Model Name: Ginidu2003/Distilbert-Base-News-classifier
Model Type: Text Classification
Base Model: distilbert/distilbert-base-uncased
Language(s): English
Finetuned from model: distilbert/distilbert-base-uncased

Model Description

This is a fine-tuned DistilBERT model designed to classify English news articles into 5 categories:

  • Business
  • Opinion
  • Political gossip
  • Sports
  • World news

Uses

Direct Use

  • Classify news articles into one of the five predefined categories.
  • Suitable for English news (Like Daily Mirror style).

Downstream Use

  • Can be integrated into web applications (Streamlit/Gradio) for automated news categorization.
  • Can be used for real-time news filtering and topic-based news recommendation systems.

Out-of-Scope Use

  • Not intended for other languages.
  • Not trained for sentiment analysis, fake news detection, or hate speech detection.
  • Not suitable for very short texts.

Bias, Risks, and Limitations

  • The model is trained only on Daily Mirror news data, so it may perform poorly on other news sources or different writing styles.
  • Potential bias towards Sri Lankan context and English used in Sri Lankan media.
  • Performance may degrade on very long or very short articles.

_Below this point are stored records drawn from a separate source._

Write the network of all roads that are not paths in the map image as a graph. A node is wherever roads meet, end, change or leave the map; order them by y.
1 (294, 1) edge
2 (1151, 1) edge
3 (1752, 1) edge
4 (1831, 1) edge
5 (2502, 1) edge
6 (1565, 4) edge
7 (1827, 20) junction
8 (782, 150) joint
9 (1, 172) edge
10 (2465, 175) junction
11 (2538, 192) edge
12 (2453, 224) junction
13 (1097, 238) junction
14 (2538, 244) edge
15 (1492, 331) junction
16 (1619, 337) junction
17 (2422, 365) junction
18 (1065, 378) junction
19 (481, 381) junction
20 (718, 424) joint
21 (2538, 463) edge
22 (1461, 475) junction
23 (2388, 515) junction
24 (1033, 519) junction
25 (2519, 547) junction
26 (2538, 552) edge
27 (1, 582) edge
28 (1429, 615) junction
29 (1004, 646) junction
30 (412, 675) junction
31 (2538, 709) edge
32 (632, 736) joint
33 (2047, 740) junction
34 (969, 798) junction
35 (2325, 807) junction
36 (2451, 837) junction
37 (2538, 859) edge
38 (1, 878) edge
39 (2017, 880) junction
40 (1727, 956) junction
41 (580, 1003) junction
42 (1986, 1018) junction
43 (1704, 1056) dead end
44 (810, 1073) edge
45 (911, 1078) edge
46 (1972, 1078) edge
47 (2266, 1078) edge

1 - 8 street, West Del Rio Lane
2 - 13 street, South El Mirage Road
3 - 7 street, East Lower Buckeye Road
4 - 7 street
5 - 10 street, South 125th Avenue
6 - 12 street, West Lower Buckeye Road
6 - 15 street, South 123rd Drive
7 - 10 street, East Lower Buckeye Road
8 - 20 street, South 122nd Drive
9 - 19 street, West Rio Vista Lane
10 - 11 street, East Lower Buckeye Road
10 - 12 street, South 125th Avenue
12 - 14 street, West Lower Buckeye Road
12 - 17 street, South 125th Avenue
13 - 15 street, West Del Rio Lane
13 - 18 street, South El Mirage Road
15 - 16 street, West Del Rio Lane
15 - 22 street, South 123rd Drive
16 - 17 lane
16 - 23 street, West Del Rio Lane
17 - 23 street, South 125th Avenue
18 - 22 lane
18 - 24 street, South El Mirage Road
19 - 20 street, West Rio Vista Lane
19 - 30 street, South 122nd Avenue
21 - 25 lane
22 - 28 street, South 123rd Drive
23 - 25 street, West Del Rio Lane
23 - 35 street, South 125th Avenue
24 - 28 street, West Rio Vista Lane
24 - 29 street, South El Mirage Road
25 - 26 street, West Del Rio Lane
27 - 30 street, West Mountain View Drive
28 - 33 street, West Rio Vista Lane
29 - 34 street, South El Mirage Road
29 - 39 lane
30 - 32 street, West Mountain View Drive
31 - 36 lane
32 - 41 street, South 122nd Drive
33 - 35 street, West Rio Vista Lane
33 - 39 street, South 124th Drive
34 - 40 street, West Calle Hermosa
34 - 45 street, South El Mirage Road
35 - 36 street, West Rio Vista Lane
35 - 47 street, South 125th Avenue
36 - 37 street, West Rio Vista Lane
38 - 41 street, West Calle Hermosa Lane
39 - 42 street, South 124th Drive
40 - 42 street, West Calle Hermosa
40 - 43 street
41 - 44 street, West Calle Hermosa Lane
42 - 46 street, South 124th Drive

How to Get Started with the Model

from transformers import pipeline

classifier = pipeline(
    "text-classification", 
    model="Ginidu2003/Distilbert-Base-News-classifier"
)

result = classifier("Your news article text here...")
print(result)

Training Details

Training Data

  • Dataset: Daily Mirror Sri Lankan English news (2024–2025)
  • Total samples: ~1,018 articles (after preprocessing and deduplication)
  • Classes: 5 balanced categories (Business, Opinion, Political gossip, Sports, World news)
  • Preprocessing: Lowercasing, punctuation removal, lemmatization

Training Procedure

  • Framework: Hugging Face Transformers + Trainer API
  • Base Model: distilbert/distilbert-base-uncased
  • Epochs: 4
  • Batch Size: 8
  • Learning Rate: 2e-5
  • Validation Accuracy: 90.19%

Evaluation

Validation Set Results (20% hold-out):

  • Accuracy: 91.18%
  • Model shows strong and consistent performance across all 5 classes.

Environmental Impact

  • Training was done on a single GPU (T4 GPU on Colab)
  • Estimated carbon emissions: Very low (small model + small dataset)